Yes I do. I think in a way it's the ... It's one of the reasons why I regretted the passing of Keynesian economics, that either there are various approaches to economic systems and the various economic theories which go with those objectives, and Keynesian economics was a system of understanding an economic system based upon the belief that the purposes of the economic system were to provide that kind of service to the community, see? And Keynesian economics was a way of managing the economic aspects of our society so that it tended to produce those kind of purposes. But that's why I don't like economic rationalism. It is not a way in which people are enabled to live better, to be, you know, happier, to be more civilised. It's a way of enabling production to be maximised for wealth to be maximised, for property to be maximised. Well, I'm not interested in an economic system which, where - or in an economic theory which is geared solely to those kind of purposes. It's possible to have a[n] adaptation of a capitalist economic system which is subject to disciplines, which is subject to some degree of responsibility to the society and I think we had the beginnings of it here in Australia, and in England. But we could have done it very well here. But we can't do it on the basis of economic rationalism.

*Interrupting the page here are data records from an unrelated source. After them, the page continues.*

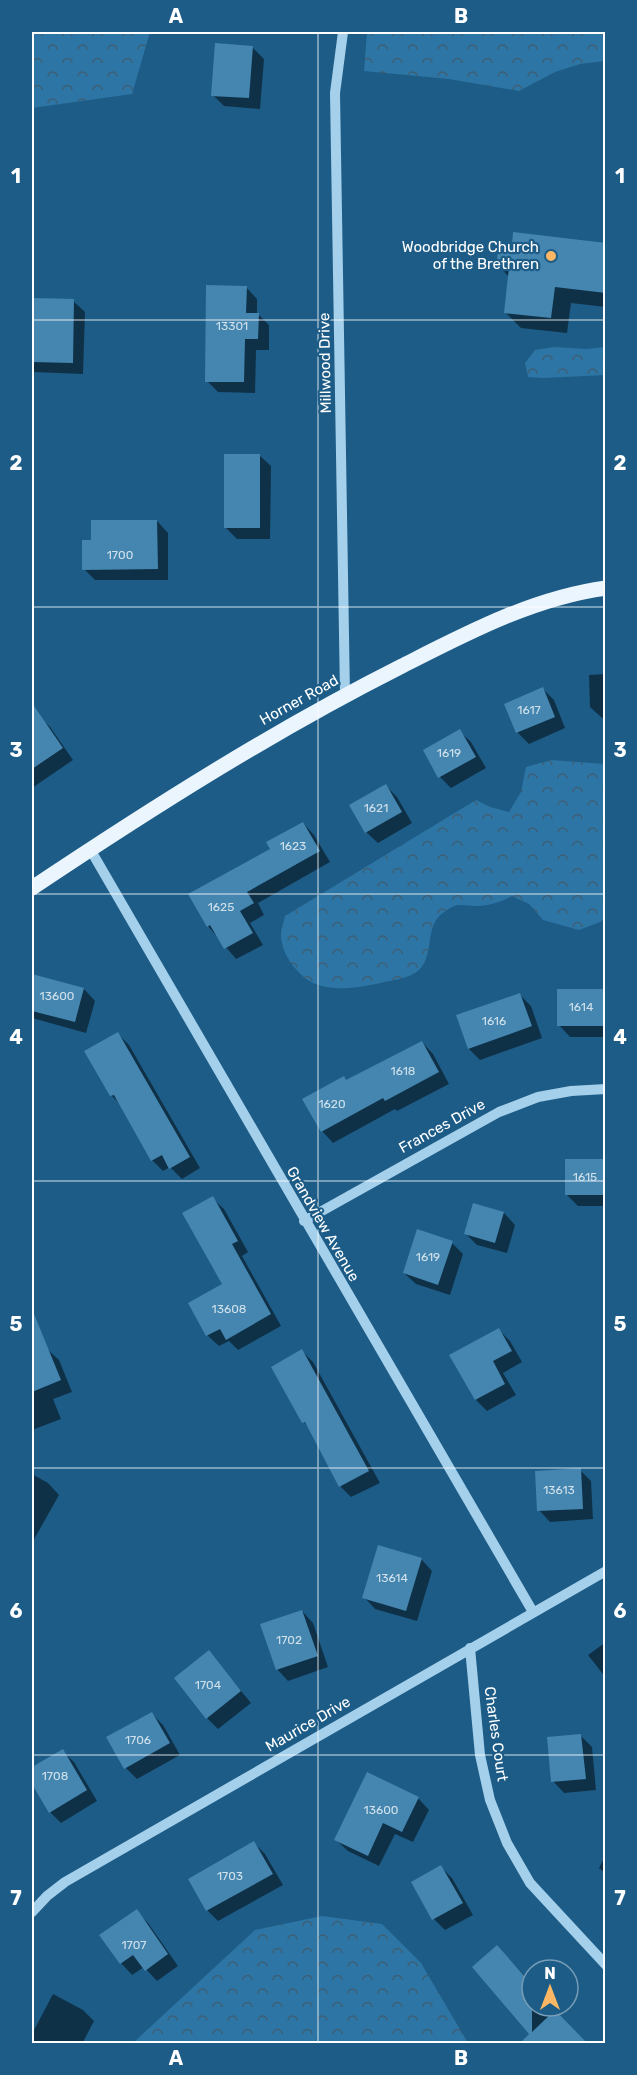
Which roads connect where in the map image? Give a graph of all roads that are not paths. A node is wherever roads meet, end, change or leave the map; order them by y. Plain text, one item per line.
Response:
1 (343, 32) edge
2 (606, 588) edge
3 (345, 695) junction
4 (90, 849) junction
5 (32, 888) edge
6 (606, 1089) edge
7 (304, 1221) junction
8 (606, 1571) edge
9 (533, 1612) junction
10 (470, 1648) junction
11 (32, 1912) edge
12 (606, 1965) edge

1 - 3 street, Millwood Drive
2 - 3 main road, Horner Road
3 - 4 main road, Horner Road
4 - 5 main road, Horner Road
4 - 7 street, Grandview Avenue
6 - 7 street, Frances Drive
7 - 9 street, Grandview Avenue
8 - 9 street, Maurice Drive
9 - 10 street, Maurice Drive
10 - 11 street, Maurice Drive
10 - 12 street, Charles Court

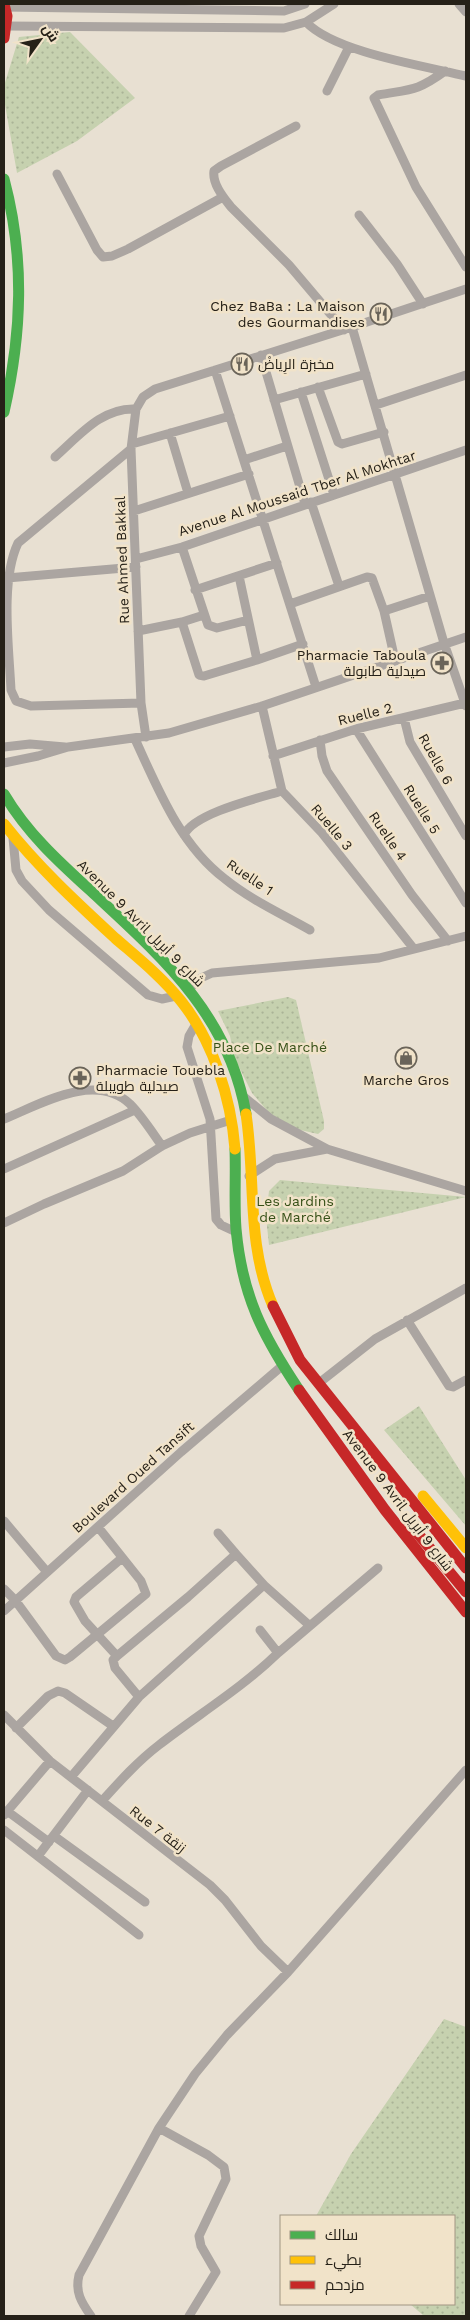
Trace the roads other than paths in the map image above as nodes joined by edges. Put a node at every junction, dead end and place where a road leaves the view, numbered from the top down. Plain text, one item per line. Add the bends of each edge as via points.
1 (305, 4) edge
2 (334, 4) edge
3 (460, 4) edge
4 (5, 5) edge
5 (466, 12) edge
6 (306, 22) junction
7 (6, 26) edge
8 (4, 38) edge
9 (349, 47) junction
10 (445, 71) junction
11 (466, 76) edge
12 (327, 91) dead end
13 (296, 126) dead end
14 (57, 174) dead end
15 (4, 179) edge
16 (223, 197) junction
17 (359, 215) dead end
18 (466, 267) edge
19 (466, 289) edge
20 (423, 304) junction
21 (348, 328) junction
22 (261, 355) junction
23 (215, 370) junction
24 (366, 374) junction
25 (466, 375) edge
26 (318, 388) junction
27 (301, 392) junction
28 (274, 400) junction
29 (376, 405) junction
30 (136, 409) junction
31 (4, 412) edge
32 (230, 416) junction
33 (384, 432) junction
34 (170, 433) junction
35 (287, 446) junction
36 (132, 447) junction
37 (466, 450) edge
38 (55, 457) dead end
39 (244, 460) junction
40 (249, 474) junction
41 (397, 476) junction
42 (188, 493) junction
43 (334, 495) junction
44 (308, 503) junction
45 (134, 511) junction
46 (263, 519) junction
47 (182, 547) junction
48 (136, 563) junction
49 (277, 563) junction
50 (239, 576) junction
51 (7, 578) junction
52 (339, 586) junction
53 (195, 590) junction
54 (430, 596) junction
55 (290, 604) junction
56 (384, 611) junction
57 (204, 615) junction
58 (248, 620) junction
59 (182, 622) junction
60 (138, 632) junction
61 (466, 637) edge
62 (303, 644) junction
63 (444, 644) junction
64 (256, 660) junction
65 (395, 660) junction
66 (316, 688) junction
67 (141, 703) junction
68 (466, 705) edge
69 (262, 706) junction
70 (404, 718) junction
71 (356, 729) junction
72 (146, 737) junction
73 (135, 739) junction
74 (320, 740) junction
75 (4, 747) edge
76 (68, 747) junction
77 (273, 756) junction
78 (4, 763) edge
79 (282, 791) junction
80 (4, 794) edge
81 (4, 824) edge
82 (184, 835) junction
83 (466, 836) edge
84 (13, 837) junction
85 (466, 903) edge
86 (310, 930) dead end
87 (466, 936) edge
88 (448, 941) junction
89 (414, 949) junction
90 (189, 989) junction
91 (176, 996) junction
92 (196, 1024) junction
93 (243, 1097) junction
94 (135, 1110) junction
95 (4, 1119) edge
96 (231, 1120) junction
97 (211, 1125) junction
98 (162, 1146) junction
99 (327, 1150) junction
100 (4, 1169) edge
101 (249, 1176) junction
102 (466, 1191) edge
103 (4, 1223) edge
104 (236, 1232) junction
105 (466, 1288) edge
106 (407, 1320) junction
107 (282, 1366) junction
108 (466, 1380) edge
109 (318, 1383) junction
110 (327, 1394) junction
111 (326, 1429) junction
112 (4, 1521) edge
113 (98, 1527) junction
114 (218, 1533) dead end
115 (466, 1548) edge
116 (236, 1554) junction
117 (122, 1558) junction
118 (378, 1568) dead end
119 (466, 1568) edge
120 (47, 1572) junction
121 (264, 1585) junction
122 (4, 1588) edge
123 (466, 1592) edge
124 (15, 1600) junction
125 (4, 1610) edge
126 (466, 1612) edge
127 (309, 1626) junction
128 (260, 1630) dead end
129 (97, 1635) junction
130 (278, 1653) junction
131 (117, 1656) junction
132 (139, 1697) junction
133 (4, 1715) edge
134 (113, 1726) junction
135 (16, 1728) junction
136 (50, 1761) junction
137 (466, 1770) edge
138 (71, 1777) junction
139 (88, 1790) junction
140 (102, 1801) junction
141 (6, 1813) edge
142 (4, 1830) edge
143 (52, 1839) junction
144 (38, 1856) junction
145 (145, 1902) dead end
146 (139, 1935) dead end
147 (288, 1972) junction
148 (159, 2128) junction
149 (91, 2316) edge
150 (189, 2316) edge

1 - 4 street via 284,11
2 - 6 street
3 - 5 street
4 - 7 highway
6 - 7 street via 284,28
6 - 9 street via 328,39
7 - 8 highway
9 - 10 street
9 - 12 street
10 - 11 street
10 - 18 street via 417,89 374,98 416,187
13 - 16 street via 217,168 213,174
14 - 16 street via 103,257 128,249
15 - 31 highway via 13,221 19,322 16,358
16 - 21 street
17 - 20 street
19 - 20 street
20 - 21 street
21 - 22 street
21 - 24 street
22 - 23 street
22 - 28 street
23 - 30 street via 155,389 143,397
23 - 32 street
24 - 26 street
24 - 29 street
25 - 29 street
26 - 27 street
26 - 33 street via 338,442 342,444
27 - 28 street
27 - 43 street
28 - 35 street
29 - 33 street
30 - 36 street, Rue Ahmed Bakkal
30 - 38 street via 120,409 103,416
32 - 34 street
32 - 39 street
33 - 41 street
34 - 36 street
34 - 42 street
35 - 39 street
35 - 44 street
36 - 45 street, Rue Ahmed Bakkal
36 - 51 street via 18,543
37 - 41 street, Avenue Al Moussaid Tber Al Mokhtar
39 - 40 street
40 - 42 street
40 - 46 street
41 - 43 street, Avenue Al Moussaid Tber Al Mokhtar
41 - 54 street
42 - 45 street
43 - 44 street, Avenue Al Moussaid Tber Al Mokhtar
44 - 46 street, Avenue Al Moussaid Tber Al Mokhtar
44 - 52 street
45 - 48 street, Rue Ahmed Bakkal
46 - 47 street, Avenue Al Moussaid Tber Al Mokhtar
46 - 49 street
47 - 48 street, Avenue Al Moussaid Tber Al Mokhtar
47 - 53 street
48 - 51 street, Avenue Al Moussaid Tber Al Mokhtar
48 - 60 street, Rue Ahmed Bakkal
49 - 50 street
49 - 55 street
50 - 53 street
50 - 58 street
51 - 67 street via 11,690 16,700 31,706
52 - 55 street
52 - 56 street via 370,577 376,583
53 - 57 street
54 - 56 street
54 - 63 street
55 - 62 street
56 - 65 street
57 - 58 street via 213,628
57 - 59 street
58 - 64 street
59 - 60 street
59 - 64 street via 198,675
60 - 67 street, Rue Ahmed Bakkal
61 - 63 street
62 - 64 street
62 - 66 street
63 - 65 street
63 - 68 street
65 - 66 street
66 - 69 street
67 - 72 street, Rue Ahmed Bakkal
68 - 70 street, Ruelle 2
69 - 72 street
69 - 77 street
70 - 71 street, Ruelle 2
70 - 83 street, Ruelle 6 via 414,751
71 - 74 street, Ruelle 2
71 - 85 street, Ruelle 5
72 - 73 street
73 - 76 street
73 - 82 street, Ruelle 1 via 157,788
74 - 77 street, Ruelle 2
74 - 88 street, Ruelle 4 via 327,771 412,895
75 - 76 street via 30,744
76 - 78 street
77 - 79 street
79 - 82 street via 216,812 188,829
79 - 89 street, Ruelle 3 via 315,824
80 - 90 highway, Avenue 9 Avril شارع 9 أبريل via 36,839
81 - 84 highway, Avenue 9 Avril شارع 9 أبريل
82 - 86 street, Ruelle 1 via 224,879
84 - 91 highway, Avenue 9 Avril شارع 9 أبريل via 68,895
84 - 91 street via 18,875 49,910 148,995 162,999
87 - 88 street
88 - 89 street
89 - 90 street via 379,958 212,973
90 - 93 highway, Avenue 9 Avril شارع 9 أبريل via 216,1028 234,1064
91 - 92 highway, Avenue 9 Avril شارع 9 أبريل
92 - 96 highway, Avenue 9 Avril شارع 9 أبريل via 222,1081
92 - 97 street via 187,1047
93 - 99 street via 271,1119
93 - 101 highway, Avenue 9 Avril شارع 9 أبريل
94 - 95 street via 116,1095 91,1090 72,1093
94 - 98 street
94 - 100 street
96 - 97 street
96 - 104 highway, Avenue 9 Avril شارع 9 أبريل via 236,1167
97 - 98 street
97 - 104 street via 216,1218 221,1225
98 - 103 street via 123,1171
99 - 101 street via 275,1158
99 - 102 street
101 - 109 highway, Avenue 9 Avril شارع 9 أبريل via 260,1274 279,1325
104 - 107 highway, Avenue 9 Avril شارع 9 أبريل via 247,1290 258,1320
105 - 106 street
106 - 108 street via 449,1386 453,1388
106 - 109 street via 376,1338
107 - 111 highway, Avenue 9 Avril شارع 9 أبريل
107 - 113 street, Boulevard Oued Tansift
109 - 110 highway, Avenue 9 Avril شارع 9 أبريل
110 - 115 highway, Avenue 9 Avril شارع 9 أبريل via 413,1485
110 - 119 highway, Avenue 9 Avril شارع 9 أبريل
111 - 123 highway, Avenue 9 Avril شارع 9 أبريل
111 - 126 highway, Avenue 9 Avril شارع 9 أبريل
112 - 120 street
113 - 117 street
113 - 120 street, Boulevard Oued Tansift
114 - 116 street
116 - 121 street
116 - 131 street
117 - 129 street via 74,1602
117 - 129 street via 146,1594
118 - 127 street
120 - 124 street, Boulevard Oued Tansift
121 - 127 street
121 - 132 street
122 - 124 street
124 - 125 street, Boulevard Oued Tansift
124 - 129 street via 60,1659 70,1657
127 - 130 street
128 - 130 street
129 - 131 street
130 - 140 street via 247,1681 158,1746
131 - 132 street via 113,1660 115,1668
132 - 134 street
133 - 135 street, Rue 7 زنقة
134 - 135 street via 58,1691 48,1696
134 - 138 street
135 - 136 street, Rue 7 زنقة
136 - 138 street, Rue 7 زنقة
136 - 141 street
137 - 147 street
138 - 139 street, Rue 7 زنقة
139 - 140 street, Rue 7 زنقة
139 - 143 street
140 - 147 street, Rue 7 زنقة via 210,1885 261,1946
141 - 143 street
142 - 144 street
143 - 144 street
143 - 145 street
144 - 146 street
147 - 148 street via 227,2035 195,2074
148 - 149 street via 79,2275 78,2294
148 - 150 street via 218,2162 226,2172 222,2191 199,2236 216,2272

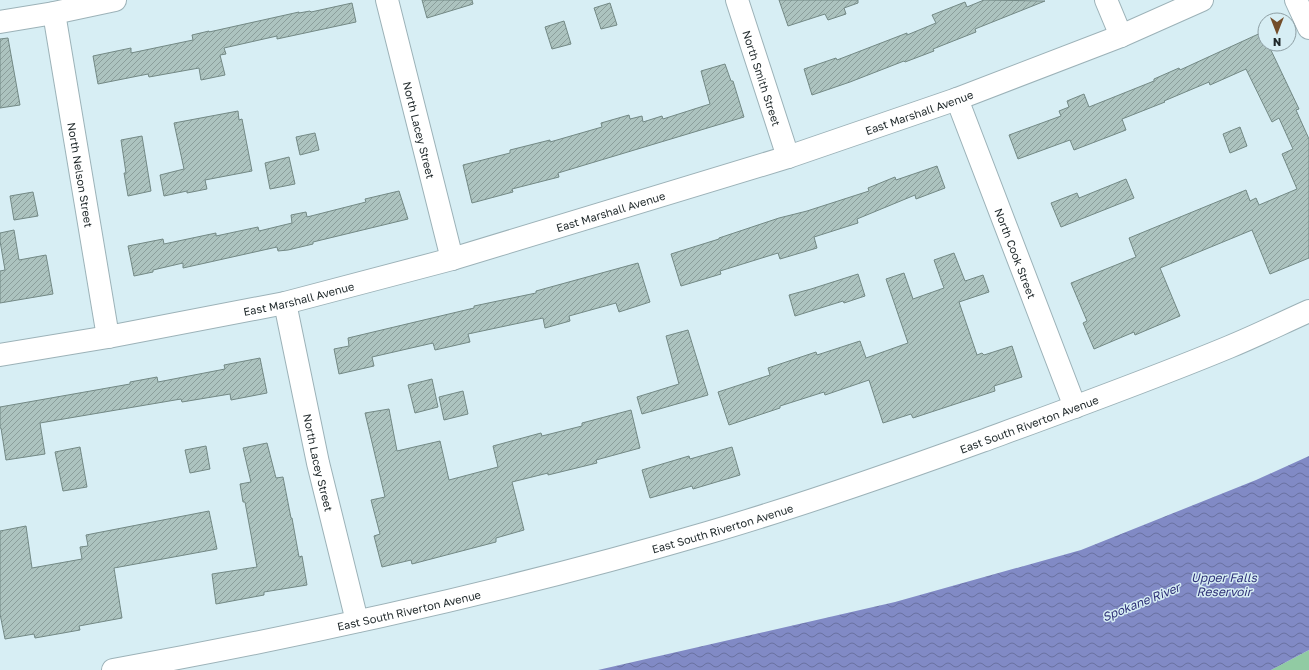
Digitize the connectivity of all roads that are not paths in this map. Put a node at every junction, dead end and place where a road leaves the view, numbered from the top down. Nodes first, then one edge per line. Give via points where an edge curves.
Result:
1 (114, 0) edge
2 (387, 0) edge
3 (737, 0) edge
4 (1106, 0) edge
5 (1202, 0) edge
6 (1296, 0) edge
7 (31, 9) edge
8 (54, 13) junction
9 (0, 22) edge
10 (1309, 28) edge
11 (1121, 36) junction
12 (957, 99) junction
13 (788, 157) junction
14 (452, 259) junction
15 (285, 304) junction
16 (1309, 311) edge
17 (108, 337) junction
18 (0, 355) edge
19 (1075, 407) junction
20 (357, 621) junction
21 (113, 670) edge

1 - 8 street
2 - 14 street, North Lacey Street
3 - 13 street, North Smith Street
4 - 11 street
5 - 11 street, East Marshall Avenue
6 - 10 street
7 - 8 street
7 - 9 street
8 - 17 street, North Nelson Street
11 - 12 street, East Marshall Avenue
12 - 13 street, East Marshall Avenue
12 - 19 street, North Cook Street
13 - 14 street, East Marshall Avenue
14 - 15 street, East Marshall Avenue
15 - 17 street, East Marshall Avenue
15 - 20 street, North Lacey Street via 318,463
16 - 19 street, East South Riverton Avenue via 1231,346
17 - 18 street, East Marshall Avenue
19 - 20 street, East South Riverton Avenue via 878,479 710,532 468,596
20 - 21 street, East South Riverton Avenue via 214,652

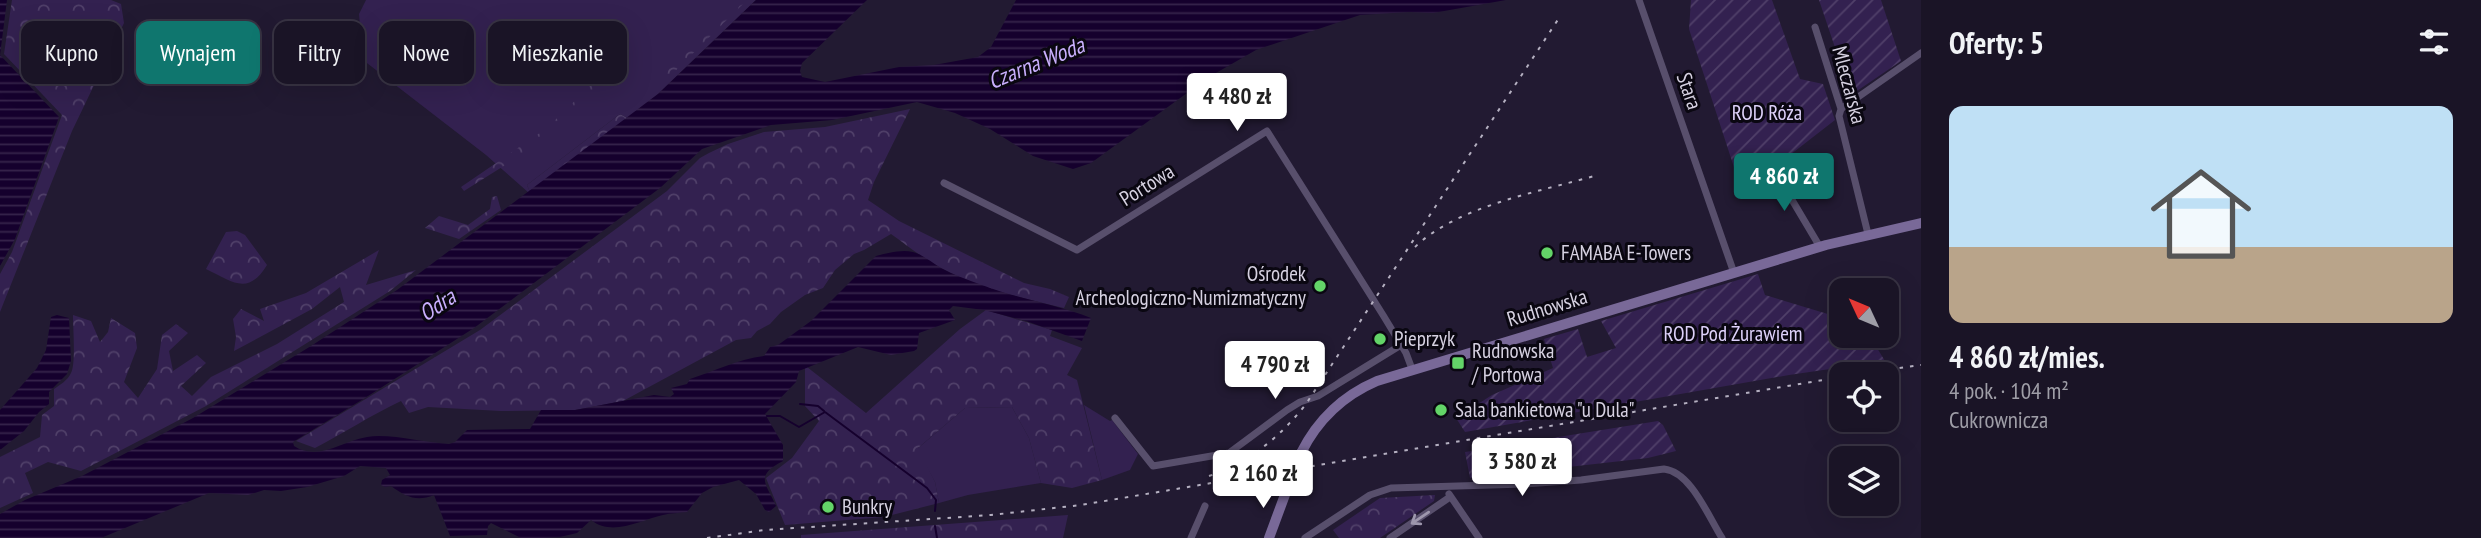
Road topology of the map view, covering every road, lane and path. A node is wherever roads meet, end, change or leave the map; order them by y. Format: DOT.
graph roads {
  1 [pos="1643,2"];
  2 [pos="1815,27"];
  3 [pos="1921,52"];
  4 [pos="1841,109"];
  5 [pos="1773,168"];
  6 [pos="944,183"];
  7 [pos="1921,223"];
  8 [pos="1868,234"];
  9 [pos="1820,247"];
  10 [pos="1734,272"];
  11 [pos="1401,345"];
  12 [pos="1412,369"];
  13 [pos="1115,418"];
  14 [pos="1446,487"];
  15 [pos="1450,497"];
  16 [pos="1205,506"];
  17 [pos="1191,538"];
  18 [pos="1269,538"];
  19 [pos="1305,538"];
  20 [pos="1390,538"];
  21 [pos="1479,538"];
  22 [pos="1721,538"];
  1 -- 10 [label="street, Stara"];
  2 -- 4 [label="street, Mleczarska"];
  3 -- 4 [label="street"];
  4 -- 8 [label="street, Mleczarska"];
  5 -- 9 [label="street"];
  6 -- 11 [label="street, Portowa"];
  7 -- 8 [label="main road, Rudnowska"];
  8 -- 9 [label="main road, Rudnowska"];
  9 -- 10 [label="main road, Rudnowska"];
  10 -- 12 [label="main road, Rudnowska"];
  11 -- 12 [label="street, Portowa"];
  11 -- 13 [label="street"];
  12 -- 18 [label="main road, Rudnowska, bridge"];
  14 -- 15 [label="street"];
  14 -- 19 [label="street"];
  14 -- 22 [label="street"];
  15 -- 20 [label="street, one-way"];
  15 -- 21 [label="street"];
  16 -- 17 [label="street"];
}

No, as I said, but (INTERRUPTION) Ahh well as I think I'd like to tie this back to the. what we've been talking about the role of the Administrator, the role of the bureaucrat or whatever no, where I said that I think a good Administrator makes ...
... other people's dreams practicable and then - and in a way that's - it could be expressing the same idea another way, that I did - I have a kind of vision of a society which is based upon mutual support for one another and for humane and affectionate relationship between people and I like to see things that are changing or things that are happening as moving in that direction, see. I too share that kind of vision of a[n] unaggressive, friendly group of people living - not necessarily always happily or always generously but with a society which looks on that kind of a relationship as the norm, as the objective. And it's partly because I feel that we're falling far short of that, that in my conversation with Philip I felt disappointed about things but, of course, if what he says is - still a fundamental thing that it's been fun to try.